You have been curating high quality content for your audience. You have been posting on social and building a community for your brand. People are aware of your business and you have the right product that addresses their needs, but the leads just aren’t coming in. What has gone wrong?
Awareness, Interest, Desire, Action (AIDA) – the essence of the AIDA model or any funnel strategy is in creating touchpoints with your potential customers at every stage of the buying journey. Given time, conversion will trickle down the funnel; depending on the product sales cycle, some will start to see results in a couple of weeks, or it could take months before the first sale comes in.
At the top of the funnel, while investing in traditional marketing tactics like blogs, PR, awards, and event sponsorships drives awareness for the brand, it might not be the most effective driver for product discovery unless you prompt your audience to do so. In this day and age of information overload, buzz from ad-hoc campaigns could be short-lived, especially when every brand is competing for user’s attention. Be it on Facebook, LinkedIn, or search engines, re-engaging your audience with the right messaging when they are ready to enter the purchase journey could unlock new sales opportunities, and performance marketing is here to speed up the process.
Performance marketing is about driving actions from your audience: driving site traffic, driving sign-ups for product demos, for example. These actions could be achieved organically for sure, but it can help your brand stay top-of-mind in a competitive environment, establishing communication touchpoints with your target audience before your competitor reaches them.

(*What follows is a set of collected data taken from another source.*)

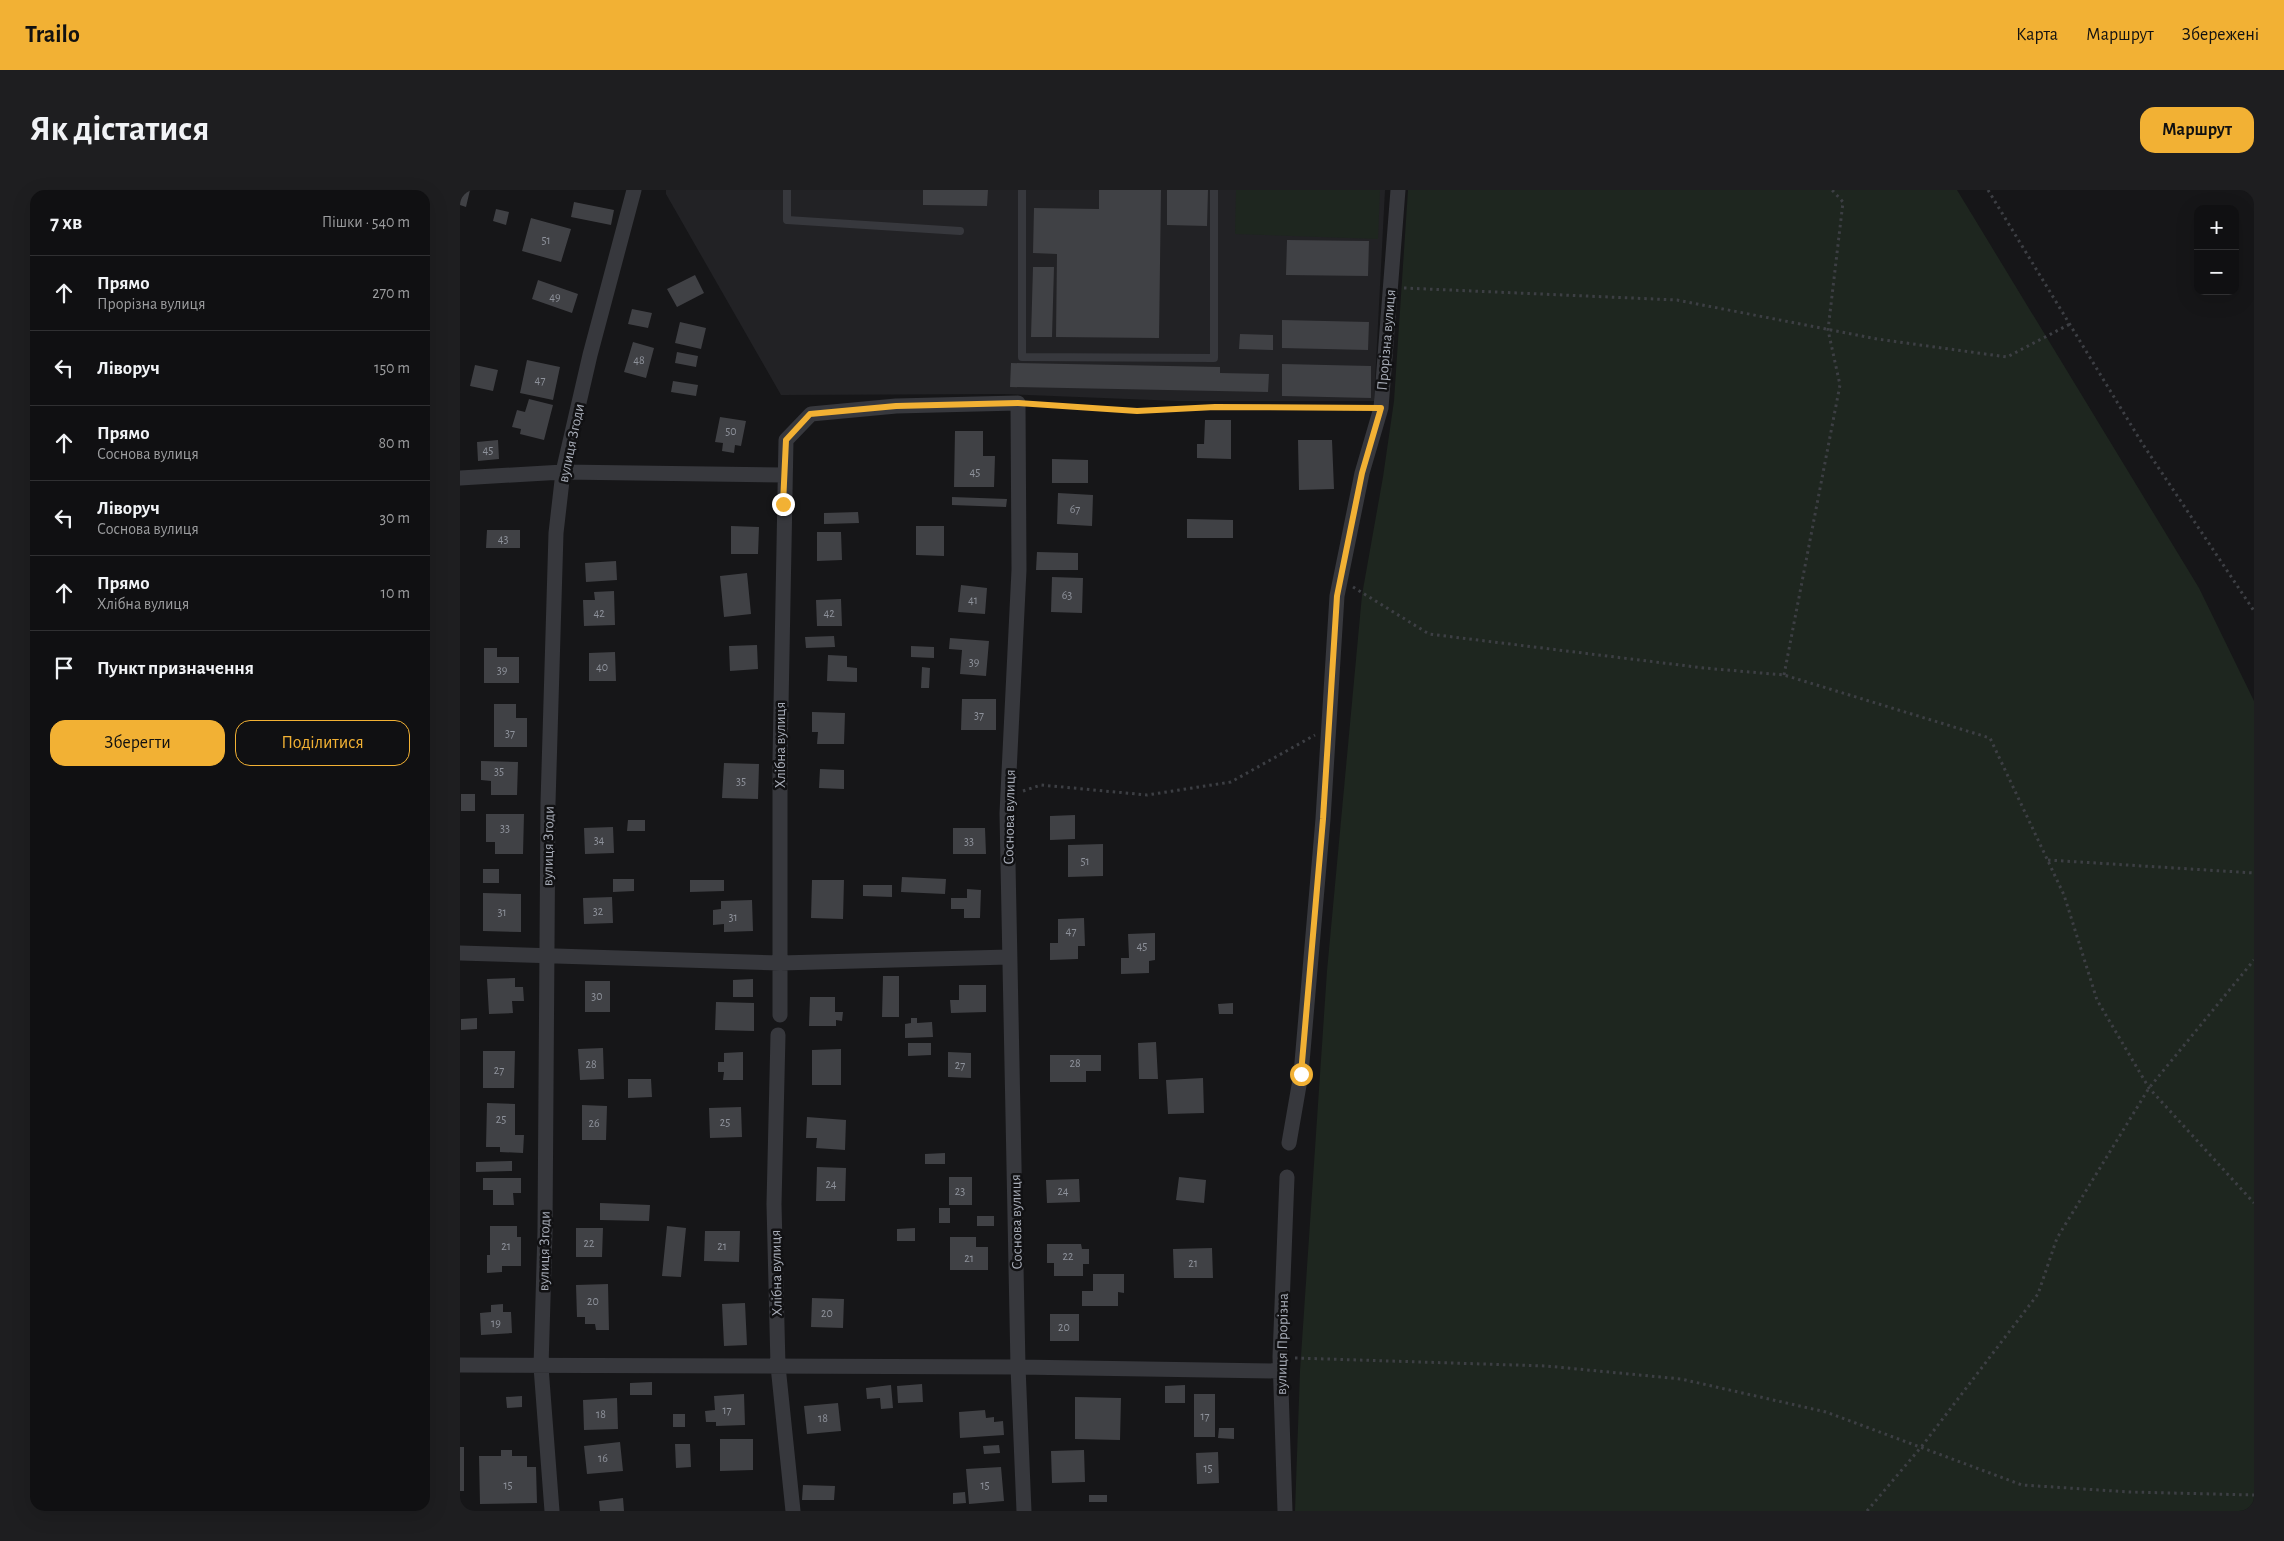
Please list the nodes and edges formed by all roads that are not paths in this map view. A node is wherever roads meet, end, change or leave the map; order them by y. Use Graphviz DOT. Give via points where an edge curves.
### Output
graph roads {
  1 [pos="634,190"];
  2 [pos="787,190"];
  3 [pos="1022,190"];
  4 [pos="1214,190"];
  5 [pos="1398,190"];
  6 [pos="960,231"];
  7 [pos="563,472"];
  8 [pos="783,475"];
  9 [pos="460,478"];
  10 [pos="460,953"];
  11 [pos="547,955"];
  12 [pos="1009,957"];
  13 [pos="780,963"];
  14 [pos="780,1015"];
  15 [pos="778,1035"];
  16 [pos="1289,1143"];
  17 [pos="1287,1177"];
  18 [pos="1280,1364"];
  19 [pos="460,1365"];
  20 [pos="778,1366"];
  21 [pos="541,1367"];
  22 [pos="1018,1367"];
  23 [pos="552,1511"];
  24 [pos="793,1511"];
  25 [pos="1024,1511"];
  26 [pos="1285,1511"];
  1 -- 7 [label="street, вулиця Згоди"];
  2 -- 6 [label="lane" via="786,220"];
  3 -- 4 [label="lane" via="1022,357 1214,358"];
  5 -- 16 [label="street, Прорізна вулиця" via="1381,408 1362,473 1340,579 1301,1074"];
  7 -- 8 [label="street"];
  7 -- 9 [label="street"];
  7 -- 11 [label="street, вулиця Згоди" via="556,533"];
  8 -- 12 [label="street, Соснова вулиця" via="786,440 810,414 896,406 1018,403 1019,570 1008,795"];
  8 -- 13 [label="street, Хлібна вулиця"];
  10 -- 11 [label="street"];
  11 -- 13 [label="street"];
  11 -- 21 [label="street, вулиця Згоди"];
  12 -- 13 [label="street"];
  12 -- 22 [label="street, Соснова вулиця"];
  13 -- 14 [label="street, Хлібна вулиця"];
  15 -- 20 [label="street, Хлібна вулиця" via="774,1204"];
  17 -- 18 [label="street, вулиця Прорізна"];
  18 -- 22 [label="street"];
  18 -- 26 [label="street, вулиця Прорізна"];
  19 -- 21 [label="street"];
  20 -- 21 [label="street"];
  20 -- 22 [label="street"];
  20 -- 24 [label="street, Хлібна вулиця"];
  21 -- 23 [label="street, вулиця Згоди"];
  22 -- 25 [label="street, Соснова вулиця"];
}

Performance marketing alone isn’t going to drive sustainable growth, and results aren’t going to appear overnight. From content and messaging, to targeting and channel placement, your paid media strategy should be formed in conjunction with your traditional marketing and organic media efforts to maximise its effectiveness.
Lack of budget and complexity in ROI measurement are often what deter businesses from investing in performance marketing, but we can make it easier for you. Get in touch for a consultation session to see if performance marketing is the missing piece to your growth engine.
How to set yourself up for success in performance marketing
1. Setting an appropriate media KPI and optimisation goal
While the end goal of activating paid media campaign is to drive sales and revenue, media campaign goals and objectives aren’t always the same as business goals and objectives; it can be more efficient optimising towards the immediate action (e.g a product page view) that you want to drive from your audience, rather than an action that is three steps ahead (e.g purchase).
As far as machine learning goes, the algorithm still needs to be fed data before it can learn to run ads effectively. For example, since it takes 50 optimisation events for the Facebook algorithm to exit learning phase, it is far easier and quicker to stabilise delivery if the optimisation goal is set to Page Views, rather than bottom-funnel metrics like Purchases.
That being said, it is still key to keep tabs on all funnel metrics as they are good indicators of your audience quality.
2. Set up a test & learn agenda
There is no one-size-fits-all media plan: find what works best for your business by testing it yourself. To kick things off, have a clear idea of what you want to learn about your audience, see what the priorities are and what is actionable in the short and long term, then set the hypothesis for each test.
3. Ensure the necessary tracking pixels are in place
Check that your analytics platform and ad platform pixels are tracking the relevant actions correctly, and make sure that all your URLs are appended with the appropriate UTM parameters for site activity to be recorded accurately.
4. Templatise and automate reporting
Automate reporting with third-party data aggregation tools such as Supermetrics, or link your Google Ads data with a Google Sheet Add-on or Google Datastudio whenever possible. Saving half an hour pulling data each week could spare you an extra 8 hours over 2 months!
More importantly, a standardised reporting template also helps you keep track of trends over time, and makes sure that key metrics are being pulled in and calculated correctly.
5. Monitor and optimise your campaign, but don’t overdo it
It takes time for the algorithm to learn and adapt delivery to your target audience – making too many changes in a short period of time would deprive the system from exiting the learning phase, which in turn could drive costs up.